If a line in the entries below contains "Paco", copy it.

*** Opening of EXCERPTED DATA ***

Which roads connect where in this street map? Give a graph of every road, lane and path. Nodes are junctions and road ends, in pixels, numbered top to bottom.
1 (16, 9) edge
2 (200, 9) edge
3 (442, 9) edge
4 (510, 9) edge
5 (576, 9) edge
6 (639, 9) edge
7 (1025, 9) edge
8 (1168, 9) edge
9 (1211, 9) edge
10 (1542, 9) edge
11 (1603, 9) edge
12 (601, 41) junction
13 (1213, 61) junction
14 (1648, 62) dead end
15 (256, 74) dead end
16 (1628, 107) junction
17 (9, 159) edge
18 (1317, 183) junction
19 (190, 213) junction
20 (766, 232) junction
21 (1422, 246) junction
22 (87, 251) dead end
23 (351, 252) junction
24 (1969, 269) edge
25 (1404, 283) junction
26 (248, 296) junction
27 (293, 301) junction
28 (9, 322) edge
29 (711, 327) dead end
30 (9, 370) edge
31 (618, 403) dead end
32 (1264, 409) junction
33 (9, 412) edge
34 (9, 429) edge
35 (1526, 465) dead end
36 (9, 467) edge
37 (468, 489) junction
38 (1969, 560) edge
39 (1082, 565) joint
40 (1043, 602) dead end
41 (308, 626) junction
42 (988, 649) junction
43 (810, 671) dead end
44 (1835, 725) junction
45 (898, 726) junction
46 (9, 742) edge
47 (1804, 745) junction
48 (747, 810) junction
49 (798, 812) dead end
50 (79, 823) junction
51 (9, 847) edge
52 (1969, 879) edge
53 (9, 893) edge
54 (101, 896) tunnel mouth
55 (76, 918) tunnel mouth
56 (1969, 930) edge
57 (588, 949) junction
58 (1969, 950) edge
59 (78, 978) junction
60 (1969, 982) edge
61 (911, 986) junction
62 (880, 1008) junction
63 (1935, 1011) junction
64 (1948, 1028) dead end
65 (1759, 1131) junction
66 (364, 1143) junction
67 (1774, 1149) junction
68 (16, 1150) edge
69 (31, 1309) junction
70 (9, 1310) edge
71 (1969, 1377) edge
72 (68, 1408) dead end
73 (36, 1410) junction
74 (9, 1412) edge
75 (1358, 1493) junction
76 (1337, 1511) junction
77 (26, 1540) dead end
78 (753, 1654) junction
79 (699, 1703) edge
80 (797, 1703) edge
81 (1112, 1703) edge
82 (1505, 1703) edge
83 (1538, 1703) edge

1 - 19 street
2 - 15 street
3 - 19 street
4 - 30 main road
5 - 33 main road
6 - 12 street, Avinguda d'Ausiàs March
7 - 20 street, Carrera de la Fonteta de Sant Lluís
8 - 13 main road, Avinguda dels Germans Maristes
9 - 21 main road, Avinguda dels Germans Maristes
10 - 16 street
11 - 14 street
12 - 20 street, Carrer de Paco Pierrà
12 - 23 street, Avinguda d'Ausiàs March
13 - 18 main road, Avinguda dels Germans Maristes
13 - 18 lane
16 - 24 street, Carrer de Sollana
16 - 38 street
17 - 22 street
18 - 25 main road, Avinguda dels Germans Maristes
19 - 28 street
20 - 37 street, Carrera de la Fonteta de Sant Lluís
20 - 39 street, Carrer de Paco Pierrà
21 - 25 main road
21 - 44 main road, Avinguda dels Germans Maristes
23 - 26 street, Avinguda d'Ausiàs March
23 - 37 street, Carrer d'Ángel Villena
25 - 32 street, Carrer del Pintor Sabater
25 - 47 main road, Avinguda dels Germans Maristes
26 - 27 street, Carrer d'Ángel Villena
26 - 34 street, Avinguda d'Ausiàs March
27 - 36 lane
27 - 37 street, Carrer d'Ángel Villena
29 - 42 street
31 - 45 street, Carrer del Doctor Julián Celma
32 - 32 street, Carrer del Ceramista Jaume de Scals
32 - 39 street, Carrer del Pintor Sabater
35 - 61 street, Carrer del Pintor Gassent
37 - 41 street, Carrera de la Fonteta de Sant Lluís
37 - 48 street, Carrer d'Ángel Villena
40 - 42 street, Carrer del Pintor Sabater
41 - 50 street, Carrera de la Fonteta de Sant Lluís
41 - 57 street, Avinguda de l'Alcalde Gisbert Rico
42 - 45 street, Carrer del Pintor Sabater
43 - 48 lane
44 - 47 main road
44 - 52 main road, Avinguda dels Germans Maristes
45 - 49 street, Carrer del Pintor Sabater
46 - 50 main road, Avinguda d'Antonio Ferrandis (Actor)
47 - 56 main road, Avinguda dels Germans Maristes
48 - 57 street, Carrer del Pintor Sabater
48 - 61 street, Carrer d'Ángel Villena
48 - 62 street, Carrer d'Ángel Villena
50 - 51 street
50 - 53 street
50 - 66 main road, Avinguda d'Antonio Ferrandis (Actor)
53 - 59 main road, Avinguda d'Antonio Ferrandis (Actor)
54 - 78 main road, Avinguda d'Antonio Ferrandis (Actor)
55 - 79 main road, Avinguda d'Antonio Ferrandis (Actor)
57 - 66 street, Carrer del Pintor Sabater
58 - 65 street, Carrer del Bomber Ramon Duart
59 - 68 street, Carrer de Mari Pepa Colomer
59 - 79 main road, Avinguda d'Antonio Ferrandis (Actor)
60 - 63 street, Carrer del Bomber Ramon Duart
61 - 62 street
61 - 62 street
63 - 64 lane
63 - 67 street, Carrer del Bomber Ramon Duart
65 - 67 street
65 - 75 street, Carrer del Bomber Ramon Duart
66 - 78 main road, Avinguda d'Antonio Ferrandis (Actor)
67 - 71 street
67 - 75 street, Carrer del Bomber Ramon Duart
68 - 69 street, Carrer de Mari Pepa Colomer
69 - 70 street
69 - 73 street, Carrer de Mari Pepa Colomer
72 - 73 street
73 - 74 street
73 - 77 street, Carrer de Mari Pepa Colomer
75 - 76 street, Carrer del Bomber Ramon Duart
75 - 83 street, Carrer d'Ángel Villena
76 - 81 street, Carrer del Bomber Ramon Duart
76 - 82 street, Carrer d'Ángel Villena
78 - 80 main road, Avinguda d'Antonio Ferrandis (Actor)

*** Close of EXCERPTED DATA ***

### YOUR SOLUTION
12 - 20 street, Carrer de Paco Pierrà
20 - 39 street, Carrer de Paco Pierrà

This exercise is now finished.